Last week, the media reported about a DDoS attack against the Ukrainian Post website on 8 August. Attacks, targeting mainly the service for tracking parcels, lasted for two days. The first DDoS wave, lasting from Monday morning until the evening, afterward continued with more attacks during Tuesday. During the incident, interruptions and slowdowns of the institution's website and services were registered. Over the last few years, Ukraine has been repeatedly facing heavy cyberattacks. The most severe cases included attacks on financial and energy sector and the NotPetya and XData malware infections, generally associated with the Russian Federation. Representatives of local authorities expect more cyber attacks on significant national days.

On 10 August, WikiLeaks, in the continuation of the Vault 7 project, published another material allegedly stolen from the CIA. The document called CouchPotato describes a tool for capturing real-time video streaming from RTSP/H.264 supporting web cams. Their data stream can be stored as video files as well as pictures, and the program is able to identify movement in a video and save only specific parts where activity occurs. Unlike the similar Dumbo tool, described in the previous review, CouchPotato does not require physical access to infect the devices.

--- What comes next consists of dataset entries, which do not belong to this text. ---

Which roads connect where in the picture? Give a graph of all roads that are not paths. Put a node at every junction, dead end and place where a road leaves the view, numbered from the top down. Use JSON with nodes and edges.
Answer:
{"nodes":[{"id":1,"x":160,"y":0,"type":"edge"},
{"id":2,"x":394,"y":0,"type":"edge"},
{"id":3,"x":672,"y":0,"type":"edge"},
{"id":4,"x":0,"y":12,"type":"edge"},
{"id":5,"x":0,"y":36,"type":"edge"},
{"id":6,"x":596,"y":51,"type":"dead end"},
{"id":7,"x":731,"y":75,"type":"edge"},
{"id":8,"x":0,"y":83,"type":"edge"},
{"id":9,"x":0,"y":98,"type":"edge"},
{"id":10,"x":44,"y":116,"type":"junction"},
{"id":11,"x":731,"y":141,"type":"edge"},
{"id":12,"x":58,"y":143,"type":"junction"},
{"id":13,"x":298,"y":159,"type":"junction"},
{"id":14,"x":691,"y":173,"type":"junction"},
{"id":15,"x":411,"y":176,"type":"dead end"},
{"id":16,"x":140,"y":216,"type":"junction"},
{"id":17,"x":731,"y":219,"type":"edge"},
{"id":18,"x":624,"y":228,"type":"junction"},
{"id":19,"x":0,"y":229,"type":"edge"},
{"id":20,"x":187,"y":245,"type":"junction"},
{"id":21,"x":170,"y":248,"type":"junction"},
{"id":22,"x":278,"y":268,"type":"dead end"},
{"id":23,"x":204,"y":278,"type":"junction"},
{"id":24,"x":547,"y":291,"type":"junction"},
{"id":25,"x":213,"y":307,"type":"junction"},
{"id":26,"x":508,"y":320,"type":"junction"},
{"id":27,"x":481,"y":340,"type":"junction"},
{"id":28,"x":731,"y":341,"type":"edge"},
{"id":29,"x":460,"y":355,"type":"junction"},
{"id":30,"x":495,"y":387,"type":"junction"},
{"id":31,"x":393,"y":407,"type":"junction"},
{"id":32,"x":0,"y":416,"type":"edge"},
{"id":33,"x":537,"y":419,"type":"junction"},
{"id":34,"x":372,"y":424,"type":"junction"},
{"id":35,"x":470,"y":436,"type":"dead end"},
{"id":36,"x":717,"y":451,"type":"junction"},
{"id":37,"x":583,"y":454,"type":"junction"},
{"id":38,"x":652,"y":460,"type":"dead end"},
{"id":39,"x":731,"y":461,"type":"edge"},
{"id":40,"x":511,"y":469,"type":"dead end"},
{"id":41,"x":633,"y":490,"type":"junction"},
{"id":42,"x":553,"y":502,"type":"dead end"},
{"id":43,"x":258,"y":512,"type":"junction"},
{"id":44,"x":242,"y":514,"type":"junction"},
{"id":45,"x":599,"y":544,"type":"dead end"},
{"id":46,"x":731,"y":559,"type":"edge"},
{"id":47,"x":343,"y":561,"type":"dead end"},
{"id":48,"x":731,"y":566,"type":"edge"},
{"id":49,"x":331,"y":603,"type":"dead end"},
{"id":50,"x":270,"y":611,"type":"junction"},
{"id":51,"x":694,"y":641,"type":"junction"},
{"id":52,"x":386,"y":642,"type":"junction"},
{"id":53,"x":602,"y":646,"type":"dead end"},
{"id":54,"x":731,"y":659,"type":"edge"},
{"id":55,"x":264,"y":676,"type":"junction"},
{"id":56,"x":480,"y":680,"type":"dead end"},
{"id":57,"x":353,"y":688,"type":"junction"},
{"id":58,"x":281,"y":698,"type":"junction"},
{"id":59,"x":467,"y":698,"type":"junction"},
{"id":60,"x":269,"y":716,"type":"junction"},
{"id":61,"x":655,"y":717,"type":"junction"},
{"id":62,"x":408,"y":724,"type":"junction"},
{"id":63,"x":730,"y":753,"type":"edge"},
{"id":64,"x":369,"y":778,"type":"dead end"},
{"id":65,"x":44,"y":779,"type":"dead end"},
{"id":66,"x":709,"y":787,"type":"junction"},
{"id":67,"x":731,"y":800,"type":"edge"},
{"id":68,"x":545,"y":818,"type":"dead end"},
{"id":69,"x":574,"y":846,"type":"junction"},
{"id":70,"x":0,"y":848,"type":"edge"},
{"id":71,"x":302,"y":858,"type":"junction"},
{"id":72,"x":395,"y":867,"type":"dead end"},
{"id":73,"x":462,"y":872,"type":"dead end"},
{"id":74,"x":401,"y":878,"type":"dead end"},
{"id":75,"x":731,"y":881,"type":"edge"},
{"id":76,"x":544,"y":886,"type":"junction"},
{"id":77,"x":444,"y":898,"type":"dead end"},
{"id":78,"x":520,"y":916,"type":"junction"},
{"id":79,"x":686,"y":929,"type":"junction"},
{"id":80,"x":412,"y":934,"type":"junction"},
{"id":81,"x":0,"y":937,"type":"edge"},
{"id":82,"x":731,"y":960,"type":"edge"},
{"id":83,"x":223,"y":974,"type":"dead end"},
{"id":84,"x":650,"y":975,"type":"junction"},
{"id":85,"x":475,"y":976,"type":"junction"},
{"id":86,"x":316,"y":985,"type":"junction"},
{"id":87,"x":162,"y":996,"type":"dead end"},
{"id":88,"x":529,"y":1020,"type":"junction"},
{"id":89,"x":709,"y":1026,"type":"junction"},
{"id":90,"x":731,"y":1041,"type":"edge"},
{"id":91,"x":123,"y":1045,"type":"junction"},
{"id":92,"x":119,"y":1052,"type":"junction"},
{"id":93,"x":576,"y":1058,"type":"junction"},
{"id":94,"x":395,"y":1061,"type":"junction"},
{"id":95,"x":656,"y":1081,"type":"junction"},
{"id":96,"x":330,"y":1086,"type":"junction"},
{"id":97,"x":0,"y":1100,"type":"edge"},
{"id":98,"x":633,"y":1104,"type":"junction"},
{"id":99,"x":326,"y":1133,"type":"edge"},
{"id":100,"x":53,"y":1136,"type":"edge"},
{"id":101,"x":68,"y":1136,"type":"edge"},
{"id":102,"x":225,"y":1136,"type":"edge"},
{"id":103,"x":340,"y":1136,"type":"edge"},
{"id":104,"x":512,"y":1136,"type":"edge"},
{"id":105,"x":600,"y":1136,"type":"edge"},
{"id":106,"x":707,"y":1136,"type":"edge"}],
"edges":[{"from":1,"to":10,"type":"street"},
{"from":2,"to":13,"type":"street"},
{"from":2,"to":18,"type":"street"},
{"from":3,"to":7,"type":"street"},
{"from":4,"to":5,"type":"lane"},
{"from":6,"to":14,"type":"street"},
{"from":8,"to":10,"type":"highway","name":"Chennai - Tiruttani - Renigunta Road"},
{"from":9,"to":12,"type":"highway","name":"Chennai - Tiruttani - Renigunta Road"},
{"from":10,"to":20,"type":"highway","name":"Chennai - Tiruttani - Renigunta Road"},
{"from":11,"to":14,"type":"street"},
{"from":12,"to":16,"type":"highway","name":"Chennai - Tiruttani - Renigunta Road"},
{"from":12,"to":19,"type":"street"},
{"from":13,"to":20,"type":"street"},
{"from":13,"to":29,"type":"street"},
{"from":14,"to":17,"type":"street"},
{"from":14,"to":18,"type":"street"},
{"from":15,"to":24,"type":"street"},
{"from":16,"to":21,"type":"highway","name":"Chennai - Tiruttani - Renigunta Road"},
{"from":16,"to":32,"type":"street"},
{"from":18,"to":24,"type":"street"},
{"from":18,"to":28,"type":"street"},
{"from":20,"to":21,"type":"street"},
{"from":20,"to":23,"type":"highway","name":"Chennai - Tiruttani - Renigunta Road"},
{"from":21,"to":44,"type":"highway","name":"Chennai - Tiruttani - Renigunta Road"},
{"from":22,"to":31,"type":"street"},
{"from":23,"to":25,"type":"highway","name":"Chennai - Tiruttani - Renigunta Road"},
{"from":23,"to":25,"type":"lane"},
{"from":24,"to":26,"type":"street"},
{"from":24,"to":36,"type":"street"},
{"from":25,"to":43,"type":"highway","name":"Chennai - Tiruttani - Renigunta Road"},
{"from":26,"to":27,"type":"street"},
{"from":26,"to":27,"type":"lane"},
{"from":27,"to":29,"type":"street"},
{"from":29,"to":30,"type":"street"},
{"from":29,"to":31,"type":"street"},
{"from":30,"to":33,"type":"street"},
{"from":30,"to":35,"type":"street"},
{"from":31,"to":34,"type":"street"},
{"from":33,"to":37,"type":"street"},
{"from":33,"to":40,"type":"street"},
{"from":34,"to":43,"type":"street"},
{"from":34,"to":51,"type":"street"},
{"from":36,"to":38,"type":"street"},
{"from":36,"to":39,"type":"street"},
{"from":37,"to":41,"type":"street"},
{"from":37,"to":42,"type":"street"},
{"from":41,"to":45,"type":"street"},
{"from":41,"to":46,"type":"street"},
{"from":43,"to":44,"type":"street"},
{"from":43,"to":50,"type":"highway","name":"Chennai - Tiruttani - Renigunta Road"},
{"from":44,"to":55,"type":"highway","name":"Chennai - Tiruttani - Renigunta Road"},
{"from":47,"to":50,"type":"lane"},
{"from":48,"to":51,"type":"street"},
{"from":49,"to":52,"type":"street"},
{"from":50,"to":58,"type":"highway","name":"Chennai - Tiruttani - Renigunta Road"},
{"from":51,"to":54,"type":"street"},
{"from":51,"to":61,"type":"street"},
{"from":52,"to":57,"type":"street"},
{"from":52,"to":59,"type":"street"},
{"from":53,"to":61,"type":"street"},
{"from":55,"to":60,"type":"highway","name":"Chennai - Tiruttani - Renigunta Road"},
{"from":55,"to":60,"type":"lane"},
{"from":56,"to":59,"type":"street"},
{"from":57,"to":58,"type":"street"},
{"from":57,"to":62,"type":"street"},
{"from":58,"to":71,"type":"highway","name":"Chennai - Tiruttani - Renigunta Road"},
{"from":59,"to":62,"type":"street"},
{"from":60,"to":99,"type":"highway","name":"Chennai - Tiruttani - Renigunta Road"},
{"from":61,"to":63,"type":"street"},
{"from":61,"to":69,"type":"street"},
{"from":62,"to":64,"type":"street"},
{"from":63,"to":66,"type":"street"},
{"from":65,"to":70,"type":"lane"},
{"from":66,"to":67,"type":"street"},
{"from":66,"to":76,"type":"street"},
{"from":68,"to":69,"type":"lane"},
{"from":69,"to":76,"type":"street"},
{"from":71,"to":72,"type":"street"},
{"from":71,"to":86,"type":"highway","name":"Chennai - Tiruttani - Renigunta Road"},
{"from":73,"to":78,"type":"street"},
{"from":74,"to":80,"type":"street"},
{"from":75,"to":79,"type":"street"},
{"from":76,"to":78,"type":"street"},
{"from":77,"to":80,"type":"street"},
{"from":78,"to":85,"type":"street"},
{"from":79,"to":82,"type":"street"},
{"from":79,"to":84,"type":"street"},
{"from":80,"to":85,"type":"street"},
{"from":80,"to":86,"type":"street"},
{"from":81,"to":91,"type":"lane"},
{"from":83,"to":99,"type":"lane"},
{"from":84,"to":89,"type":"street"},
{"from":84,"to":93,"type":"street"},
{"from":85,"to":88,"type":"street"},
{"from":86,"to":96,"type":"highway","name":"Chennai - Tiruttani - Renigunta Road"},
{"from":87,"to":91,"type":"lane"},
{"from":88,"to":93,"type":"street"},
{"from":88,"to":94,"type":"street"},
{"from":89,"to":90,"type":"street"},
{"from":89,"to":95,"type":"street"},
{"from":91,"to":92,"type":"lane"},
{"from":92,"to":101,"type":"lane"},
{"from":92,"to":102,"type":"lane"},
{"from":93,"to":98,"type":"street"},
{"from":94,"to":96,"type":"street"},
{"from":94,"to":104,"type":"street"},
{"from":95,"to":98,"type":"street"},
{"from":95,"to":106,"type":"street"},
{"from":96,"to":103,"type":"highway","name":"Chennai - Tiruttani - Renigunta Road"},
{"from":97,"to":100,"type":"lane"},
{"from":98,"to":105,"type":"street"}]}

On 11 August, the FireEye's security company reported a new case of misuse of the EternalBlue exploit, which is a cyber tool leaked from the NSA and published by the hacker unit Shadow Brokers in April 2017. The exploit was used by the Russian APT28 group to spread within compromised wi-fi networks of multiple companies in the hospitality industry, including hotels in at least seven European states and one Middle Eastern country. The attacks were presumably carried to obtain personal data of VIP hotel guests. The perpetrators contacted hotel guests with a phishing document containing macros to install Gamefish malware as a vector opening the path for the Responder tool, which is based on a technique known as NetBIOS Name Service poisoning, and obtains the victims' usernames and hashed passwords.